With insurance fraud and its cost to the industry remaining a key issue for insurers, Clarissa Dumolo in our Marine, Ports & Offshore team takes a look at the impact it is having upon the marine industry. In this article Clarissa reviews two high profile cases with a combined value of $100 million.
We have all heard how fraudsters often consider insurance fraud to be a victimless crime with only the insurance companies losing out financially. However, as we have learnt in other lines of business such as Property, the impact of insurance fraud on the industry can lead to costs being passed on to customers by way of increased premiums. Therefore, deterring and tackling fraud remains a major focus, and due to the high burden on insurers to prove fraud, insurers must be thorough in their investigations to obtain all of the relevant facts and evidence.

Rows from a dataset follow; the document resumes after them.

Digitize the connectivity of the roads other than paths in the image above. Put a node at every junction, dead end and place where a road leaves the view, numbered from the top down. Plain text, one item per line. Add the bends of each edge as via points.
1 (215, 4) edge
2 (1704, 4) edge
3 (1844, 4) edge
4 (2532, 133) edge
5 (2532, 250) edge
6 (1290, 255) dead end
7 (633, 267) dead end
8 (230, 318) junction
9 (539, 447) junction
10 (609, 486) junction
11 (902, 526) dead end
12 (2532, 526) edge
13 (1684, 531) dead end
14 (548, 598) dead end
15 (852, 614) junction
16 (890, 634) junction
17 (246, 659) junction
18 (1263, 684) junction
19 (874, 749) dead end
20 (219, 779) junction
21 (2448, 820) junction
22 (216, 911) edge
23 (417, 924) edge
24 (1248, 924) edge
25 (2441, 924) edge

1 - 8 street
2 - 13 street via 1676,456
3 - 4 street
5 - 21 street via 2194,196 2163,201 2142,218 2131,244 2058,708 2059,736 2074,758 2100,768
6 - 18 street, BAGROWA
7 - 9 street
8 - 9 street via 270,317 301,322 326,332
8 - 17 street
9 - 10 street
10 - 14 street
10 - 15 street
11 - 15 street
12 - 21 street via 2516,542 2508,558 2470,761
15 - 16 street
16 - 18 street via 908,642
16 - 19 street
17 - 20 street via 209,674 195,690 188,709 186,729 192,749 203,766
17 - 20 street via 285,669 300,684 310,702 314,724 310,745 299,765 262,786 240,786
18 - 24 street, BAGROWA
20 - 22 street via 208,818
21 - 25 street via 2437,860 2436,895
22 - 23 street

Whilst the marine industry will unfortunately bear witness to the full range of insurance fraud, the cost of fraud is particularly high when dealing with large commercial vessels carrying goods where the sums in issue are worth millions.
This is particularly apparent in two recent cases involving scuttling, or deliberately sinking a vessel, which have a combined potential claims value of almost $100 million.
In the case of Brillante Virtuoso, insurers successfully denied liability on the basis that the vessel had been scuttled, however, in the most recent case of Atlantik Confidence, insurers are currently left in a position where they cannot recover $22 million which was paid out on a claim which was later found to be a deliberate act.
Insurers were granted leave to appeal the Court of Appeal decision and the claim was heard by a panel of seven Justices of the Supreme Court in November 2019.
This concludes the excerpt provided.